In “They,” within the line “A few friends, tough meat, mapled carrots and soon talk turned political,” the lack of an Oxford comma is revealing. I am a scrupulous advocate of the Oxford comma for its clarity and precision, but that same clarity and precision allow for its conspicuous absence to speak. “Mapled carrots” has been tossed in the same sauce as talk turning political, thanks to the conjunction “and,” and as if (and for some, especially the guest who speaks, this may be true) politics are as easy to digest as a good meal. This hearkens forward to the vomiting imagery, and the reader may wonder whether the speaker’s illness will allow her to digest anything quotidian at all.
“They. / I guess. / Need,” works like a list. The whole poem functions somewhat like several lists sewn together, in fact. The plethora of commas serve to set apart or throw together, as commas do, and all this iterative energy creates a sort of halting feeling, contriving brief moments of stillness. In the first stanza the commas keep a sense of rhythm, creating cohesion in the speaker’s observations, though after the break in the middle that is the break(down) of the nameless guest’s language they more vocally partition, coming across with more of a weighted oomph than you might expect from such a slim curved figure.
These two are fairly innocuous-sounding sentences (despite the chair-throwing), at least divorced from the context of the collection: “I didn’t throw a chair, identify myself. I didn’t educate, or look at Kit.” I’m declaring this a list, too, on account of the commas and the way they function. The former sentence is missing a conjunction (although of course it’s not missing, as everything Erlichman does is deliberate). This, to me, equates the two clauses, much like an and might. As someone who also lives with mental illness, I can say that the syntax deployed above explodes what the mentally ill know all too well: sometimes, disclosing one’s illness might as well be throwing a chair in the middle of a small, apparently civilized dinner party. And throwing a chair, for the speaker, is identifying herself (as mentally ill). No wonder she’d rather stay under the radar.

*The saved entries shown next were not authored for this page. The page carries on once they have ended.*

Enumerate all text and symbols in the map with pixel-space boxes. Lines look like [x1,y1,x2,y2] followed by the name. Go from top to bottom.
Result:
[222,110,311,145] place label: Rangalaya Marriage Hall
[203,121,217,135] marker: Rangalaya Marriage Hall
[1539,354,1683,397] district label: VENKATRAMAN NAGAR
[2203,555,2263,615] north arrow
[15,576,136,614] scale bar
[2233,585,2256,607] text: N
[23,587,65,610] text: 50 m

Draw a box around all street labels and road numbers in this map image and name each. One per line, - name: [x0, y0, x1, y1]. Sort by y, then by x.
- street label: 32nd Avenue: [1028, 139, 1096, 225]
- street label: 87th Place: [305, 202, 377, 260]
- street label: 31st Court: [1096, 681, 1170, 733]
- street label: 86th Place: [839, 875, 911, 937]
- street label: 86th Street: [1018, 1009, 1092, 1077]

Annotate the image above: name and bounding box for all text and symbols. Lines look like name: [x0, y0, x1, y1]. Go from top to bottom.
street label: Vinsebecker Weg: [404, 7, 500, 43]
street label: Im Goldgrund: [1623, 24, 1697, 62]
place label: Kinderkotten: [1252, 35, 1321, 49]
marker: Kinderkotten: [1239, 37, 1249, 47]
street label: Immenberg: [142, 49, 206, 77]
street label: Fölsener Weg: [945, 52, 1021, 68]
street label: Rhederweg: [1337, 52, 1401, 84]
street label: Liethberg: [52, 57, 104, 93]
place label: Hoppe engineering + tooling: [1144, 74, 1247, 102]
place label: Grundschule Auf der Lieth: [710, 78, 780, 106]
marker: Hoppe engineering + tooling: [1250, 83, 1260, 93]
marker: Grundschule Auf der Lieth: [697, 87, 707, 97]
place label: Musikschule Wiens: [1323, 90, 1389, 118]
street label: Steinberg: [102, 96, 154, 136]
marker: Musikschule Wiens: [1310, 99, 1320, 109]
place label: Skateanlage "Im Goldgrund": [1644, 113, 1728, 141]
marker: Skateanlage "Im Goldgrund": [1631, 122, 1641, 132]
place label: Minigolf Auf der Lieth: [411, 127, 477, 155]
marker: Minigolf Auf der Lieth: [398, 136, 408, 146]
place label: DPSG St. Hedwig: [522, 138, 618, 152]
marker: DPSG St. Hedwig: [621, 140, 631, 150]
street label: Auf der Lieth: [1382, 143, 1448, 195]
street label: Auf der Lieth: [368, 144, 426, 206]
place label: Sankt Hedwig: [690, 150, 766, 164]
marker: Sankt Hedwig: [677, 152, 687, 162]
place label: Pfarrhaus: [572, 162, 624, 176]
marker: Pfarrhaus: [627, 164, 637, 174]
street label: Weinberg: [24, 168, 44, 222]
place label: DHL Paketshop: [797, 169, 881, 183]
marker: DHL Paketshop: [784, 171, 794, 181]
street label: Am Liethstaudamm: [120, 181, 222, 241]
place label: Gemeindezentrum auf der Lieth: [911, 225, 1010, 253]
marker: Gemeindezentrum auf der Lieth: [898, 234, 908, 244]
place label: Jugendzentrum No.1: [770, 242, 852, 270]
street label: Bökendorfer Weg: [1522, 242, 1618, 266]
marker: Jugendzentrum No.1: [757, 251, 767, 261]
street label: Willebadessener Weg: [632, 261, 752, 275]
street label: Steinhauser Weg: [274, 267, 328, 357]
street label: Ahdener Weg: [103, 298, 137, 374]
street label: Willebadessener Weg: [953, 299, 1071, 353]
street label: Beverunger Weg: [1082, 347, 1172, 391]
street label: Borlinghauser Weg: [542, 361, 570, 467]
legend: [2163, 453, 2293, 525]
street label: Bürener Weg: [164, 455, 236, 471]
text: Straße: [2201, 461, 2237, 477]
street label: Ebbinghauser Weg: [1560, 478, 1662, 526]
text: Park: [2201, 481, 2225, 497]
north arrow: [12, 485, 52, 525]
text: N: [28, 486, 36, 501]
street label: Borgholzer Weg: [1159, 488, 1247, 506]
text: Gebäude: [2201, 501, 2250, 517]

The “or” in “I didn’t educate, or look at Kit,” set off by a comma, keeps the two clauses about as separate as possible while holding them in the same sentence. Educating the others about (her) mental illness is possibly diametrically opposed to looking to her friend (for support, presumably). The speaker in this poem, despite having had a (apparently safe, one assumes) place to go after the hospital where she wouldn’t be physically alone, is about as alone as humanly possible—at least in this particular piece. She is being attacked, and the only person who knows this is Kit (and Kit has the agency to stop it!). The guest attacking her doesn’t even know that he’s doing so, which is just the kind of erasure that those with invisible illnesses face daily. And the ease with which he uses such othering language mimics the effects of the quotidian world scraping against the many independently orbiting worlds of the mentally ill. Not only does the speaker lack agency in his presence, but she also has no one to defend her, and is as alone as if she were back in the hospital. I wouldn’t blame her for throwing a chair after all.